→ **BRIEF**
Transcribe exactly the line containing "I need the junctions" and each line after it, through the end of the entries, with nothing before or after.
BEGIN DATA TO USE
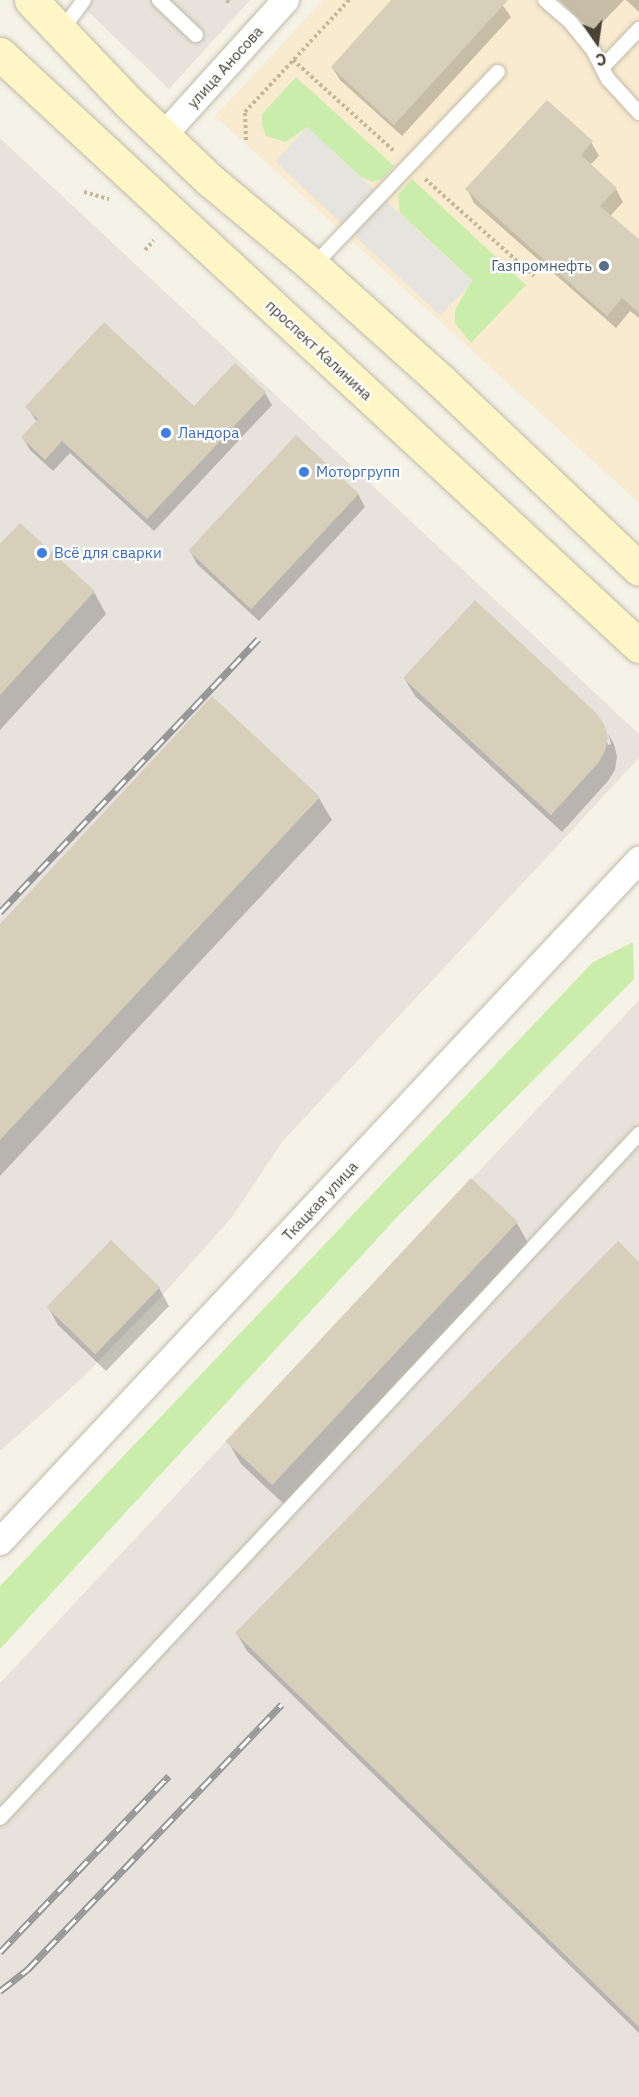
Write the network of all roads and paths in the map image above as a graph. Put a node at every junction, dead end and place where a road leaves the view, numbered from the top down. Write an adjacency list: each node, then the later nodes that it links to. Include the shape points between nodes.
1 (31, 0): 8 (main road)
2 (84, 0): 8 (lane)
3 (159, 0): 9 (lane)
4 (286, 0): 14 (street, улица Аносова)
5 (349, 0): 15 (path, via 245,112)
6 (545, 0): 11 (lane, via 571,23 593,50)
7 (639, 29): 11 (lane)
8 (62, 30): 14 (main road)
9 (196, 35)
10 (0, 54): 16 (main road, проспект Калинина)
11 (602, 69): 13 (lane)
12 (498, 72): 17 (lane)
13 (639, 113)
14 (164, 135): 16 (main road); 17 (main road, via 211,181)
15 (246, 140)
16 (128, 171): 19 (main road, проспект Калинина)
17 (313, 266): 18 (main road)
18 (639, 569)
19 (639, 646)
20 (639, 860): 22 (street, Ткацкая улица)
21 (639, 1134): 23 (lane)
22 (0, 1542)
23 (0, 1818)

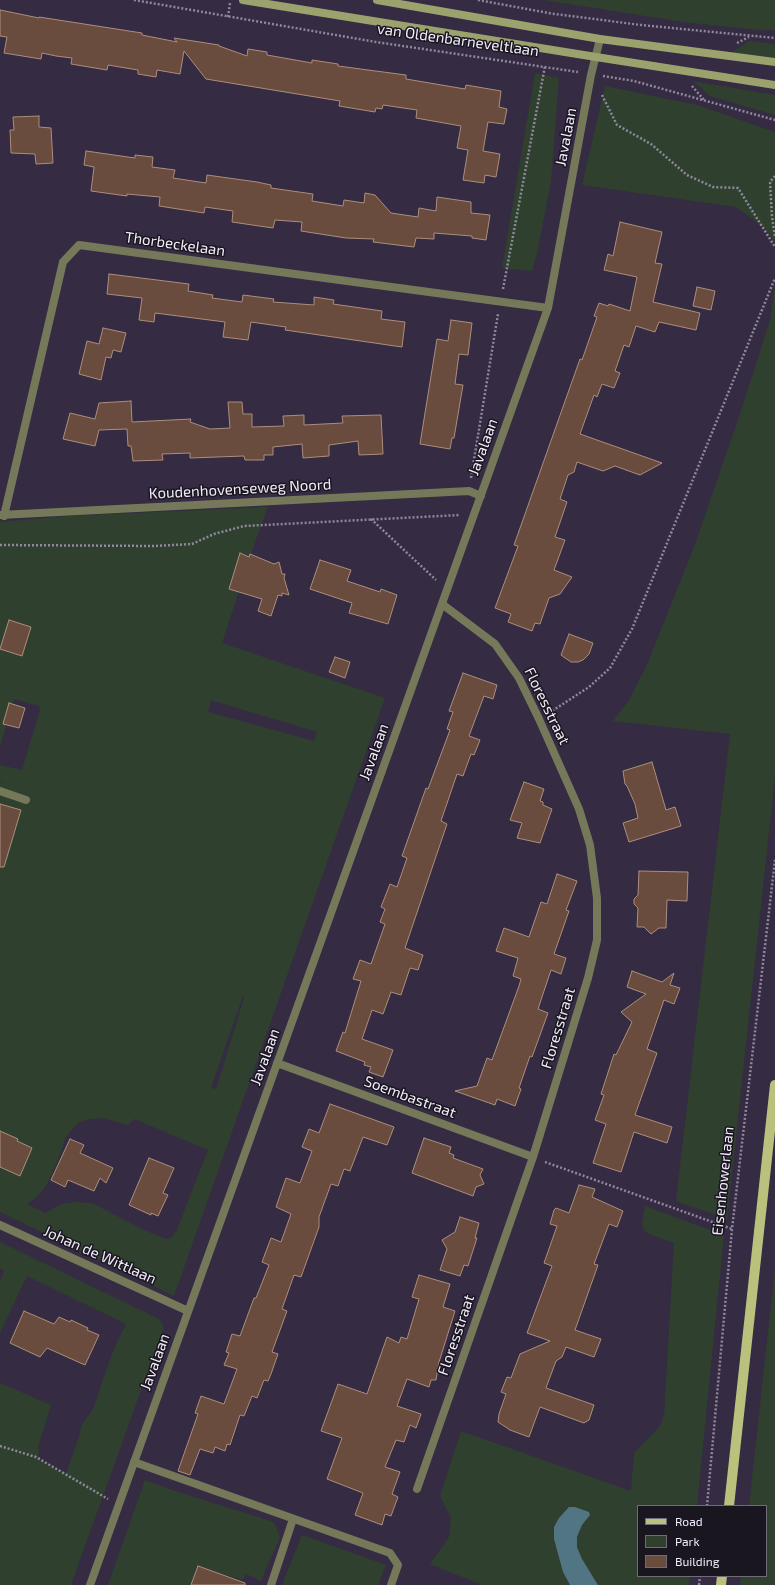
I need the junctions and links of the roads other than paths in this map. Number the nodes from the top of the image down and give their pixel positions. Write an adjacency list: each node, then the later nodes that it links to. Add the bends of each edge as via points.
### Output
END DATA TO USE
→ **REPLY**
I need the junctions and links of the roads other than paths in this map. Number the nodes from the top of the image down and give their pixel positions. Write an adjacency list: each node, then the later nodes that it links to. Add the bends of each edge as via points.
### Output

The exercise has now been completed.